The lecturers frequently brought a wide range of their own commercial experience to discussions, so it was never a case of crusty, dry lecturers with elbow patches and sandals trying to imagine what real business is like, but top academics with a great deal of first-hand expertise of the business world and PowerPoint decks starting with the logos of companies they’d worked with.
As a marketer, I was particularly appreciative of the modules on “Marketing in a Digital World” and “Advanced Consumer Behaviour”, which looked at the strategies and techniques used by leading marketers today, backed up by lots on the degree about business models, innovation and strategy.
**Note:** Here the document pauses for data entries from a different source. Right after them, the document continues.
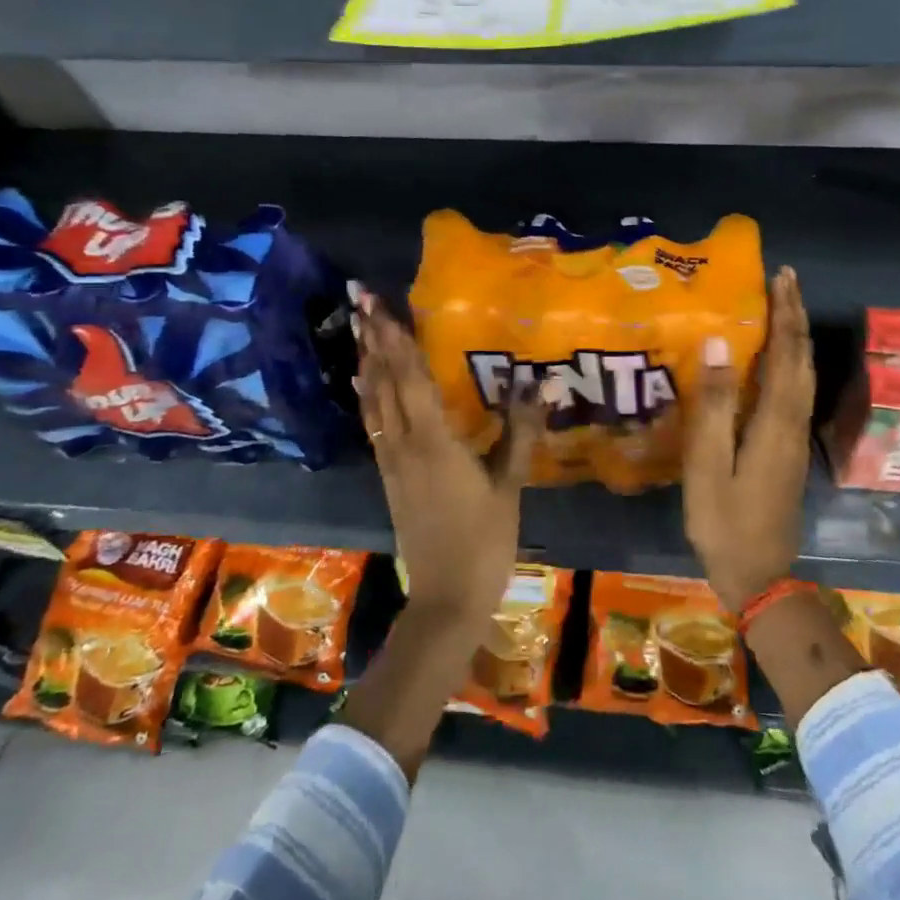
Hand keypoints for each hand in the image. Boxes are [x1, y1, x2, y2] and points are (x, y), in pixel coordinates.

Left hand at [353, 286, 546, 626]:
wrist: (446, 598)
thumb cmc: (484, 540)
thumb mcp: (509, 486)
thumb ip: (520, 432)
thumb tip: (540, 385)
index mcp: (434, 441)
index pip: (410, 378)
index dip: (395, 339)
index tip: (379, 306)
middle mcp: (404, 444)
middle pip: (383, 382)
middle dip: (372, 339)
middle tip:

Meanwhile, the optional module on “Leadership” made us reflect critically on our own styles and what applying best practice might look like.
Outside of lectures, the support Surrey Business School put around the course – the “MBA Help” email account, the admin support, the course director, and the fact that the lecturers would reply quickly to emails – all added glue that contributed to making the degree a really strong experience.
There are those in life who believe that you can just “wing it” with most things in life and pick everything up by accident. But in my opinion, there’s a lot of practical learning that I experienced on the degree that I wouldn’t have thought about without the formal studying and reflection that an MBA provides. Undoubtedly, by studying I was able to develop a much richer understanding of best practice and a set of tools that have helped me to provide greater rigour and insight in what I do at work. So yes, I do think an MBA is worth doing, and – if you’re considering business school – I would definitely recommend putting Surrey on your shortlist.